• **WHAT TO WORK ON**: Which lines in the listing below contain the word "every"? Copy each one.

• **EXTRACTED RECORDS**:
"""

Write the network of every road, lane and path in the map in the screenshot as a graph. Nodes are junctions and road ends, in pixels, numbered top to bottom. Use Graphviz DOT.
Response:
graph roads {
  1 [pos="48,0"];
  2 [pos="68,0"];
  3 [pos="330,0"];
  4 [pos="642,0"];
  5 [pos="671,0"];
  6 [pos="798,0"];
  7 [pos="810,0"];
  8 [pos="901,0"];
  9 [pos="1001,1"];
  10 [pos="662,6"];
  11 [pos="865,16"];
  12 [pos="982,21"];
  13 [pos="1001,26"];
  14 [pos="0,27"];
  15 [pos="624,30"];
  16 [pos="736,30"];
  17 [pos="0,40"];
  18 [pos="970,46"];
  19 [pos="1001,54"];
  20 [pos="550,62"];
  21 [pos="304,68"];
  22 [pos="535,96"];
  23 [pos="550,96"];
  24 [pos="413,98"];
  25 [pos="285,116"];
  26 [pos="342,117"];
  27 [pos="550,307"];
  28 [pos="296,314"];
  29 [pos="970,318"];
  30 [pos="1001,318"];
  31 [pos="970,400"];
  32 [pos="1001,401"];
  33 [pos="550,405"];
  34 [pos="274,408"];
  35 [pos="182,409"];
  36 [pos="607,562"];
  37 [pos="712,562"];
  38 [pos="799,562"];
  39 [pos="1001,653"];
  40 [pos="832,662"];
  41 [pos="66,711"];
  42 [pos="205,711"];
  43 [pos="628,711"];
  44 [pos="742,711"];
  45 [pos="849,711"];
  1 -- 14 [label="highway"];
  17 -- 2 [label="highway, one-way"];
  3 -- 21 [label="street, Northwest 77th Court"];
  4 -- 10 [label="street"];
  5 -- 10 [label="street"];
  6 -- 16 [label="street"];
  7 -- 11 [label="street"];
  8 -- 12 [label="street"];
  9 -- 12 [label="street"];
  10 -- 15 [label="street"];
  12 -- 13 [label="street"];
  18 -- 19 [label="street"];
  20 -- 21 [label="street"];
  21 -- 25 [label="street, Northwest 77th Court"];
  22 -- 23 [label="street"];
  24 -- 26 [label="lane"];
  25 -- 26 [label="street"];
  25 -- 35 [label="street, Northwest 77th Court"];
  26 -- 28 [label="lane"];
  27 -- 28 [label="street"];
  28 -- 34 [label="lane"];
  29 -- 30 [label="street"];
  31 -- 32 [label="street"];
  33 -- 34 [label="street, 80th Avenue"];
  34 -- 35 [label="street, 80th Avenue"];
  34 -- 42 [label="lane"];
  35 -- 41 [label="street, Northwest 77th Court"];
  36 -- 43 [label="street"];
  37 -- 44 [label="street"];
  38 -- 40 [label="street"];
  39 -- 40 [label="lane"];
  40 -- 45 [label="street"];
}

"""
"""

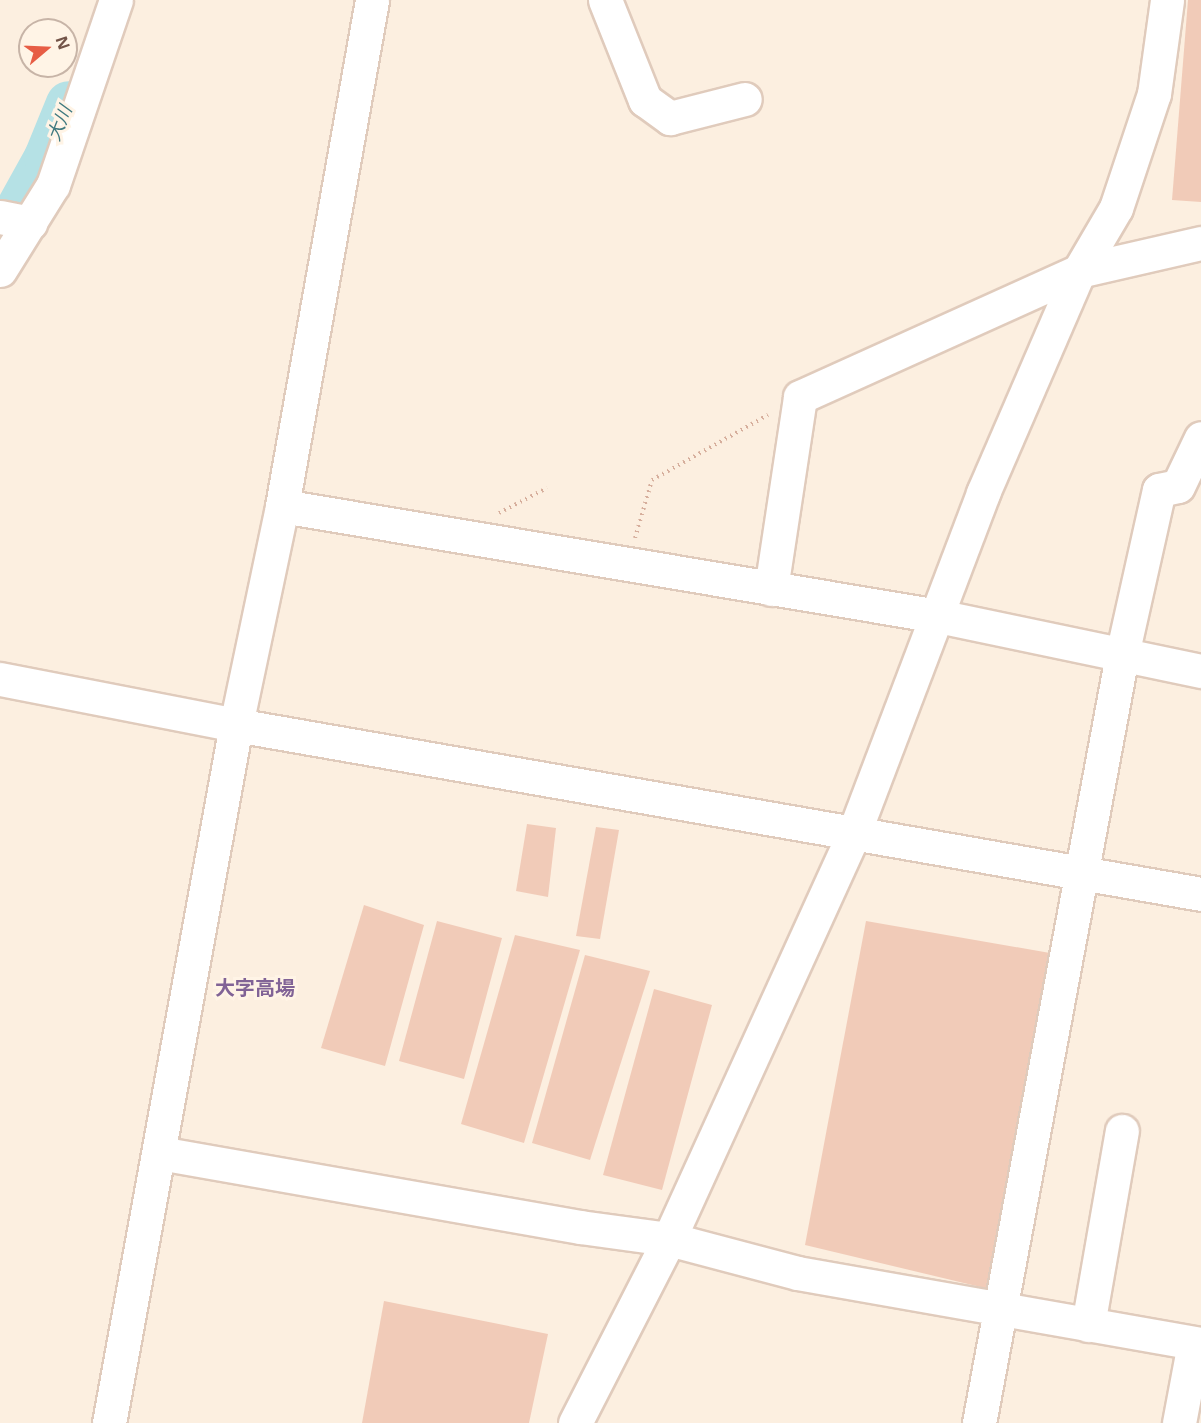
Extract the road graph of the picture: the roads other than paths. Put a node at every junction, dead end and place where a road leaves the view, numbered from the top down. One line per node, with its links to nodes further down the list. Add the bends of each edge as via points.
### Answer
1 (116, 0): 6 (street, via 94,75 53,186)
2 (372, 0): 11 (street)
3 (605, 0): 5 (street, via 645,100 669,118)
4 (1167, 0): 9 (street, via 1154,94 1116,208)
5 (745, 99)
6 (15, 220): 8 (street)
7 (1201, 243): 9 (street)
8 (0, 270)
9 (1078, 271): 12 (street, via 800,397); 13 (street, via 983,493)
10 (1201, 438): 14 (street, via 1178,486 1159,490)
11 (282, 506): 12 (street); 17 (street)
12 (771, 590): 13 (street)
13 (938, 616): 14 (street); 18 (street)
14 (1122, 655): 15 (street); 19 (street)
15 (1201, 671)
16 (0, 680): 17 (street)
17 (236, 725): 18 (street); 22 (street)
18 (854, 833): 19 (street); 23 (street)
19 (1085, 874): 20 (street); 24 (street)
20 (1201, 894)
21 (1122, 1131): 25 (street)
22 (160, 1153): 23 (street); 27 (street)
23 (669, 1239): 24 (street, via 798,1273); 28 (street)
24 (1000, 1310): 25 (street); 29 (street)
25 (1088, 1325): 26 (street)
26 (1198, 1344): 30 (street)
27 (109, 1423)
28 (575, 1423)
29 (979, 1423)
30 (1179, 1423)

"""
"""

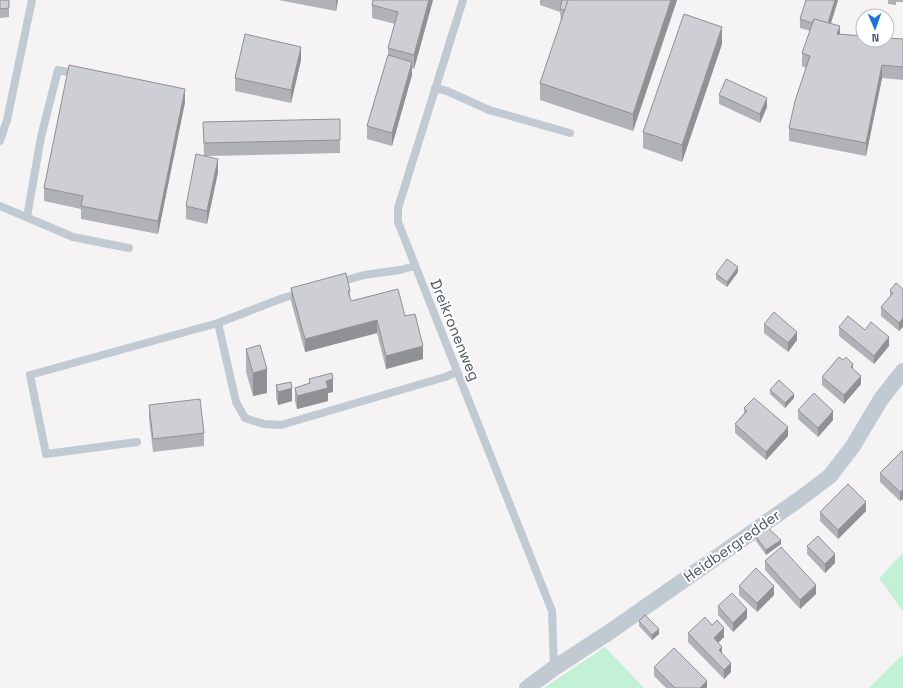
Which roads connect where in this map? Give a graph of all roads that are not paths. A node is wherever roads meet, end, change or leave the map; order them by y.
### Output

"""

• **ANSWER TO THIS PROBLEM**:
Write the network of every road, lane and path in the map in the screenshot as a graph. Nodes are junctions and road ends, in pixels, numbered top to bottom. Use Graphviz DOT.
Extract the road graph of the picture: the roads other than paths. Put a node at every junction, dead end and place where a road leaves the view, numbered from the top down. One line per node, with its links to nodes further down the list. Add the bends of each edge as via points.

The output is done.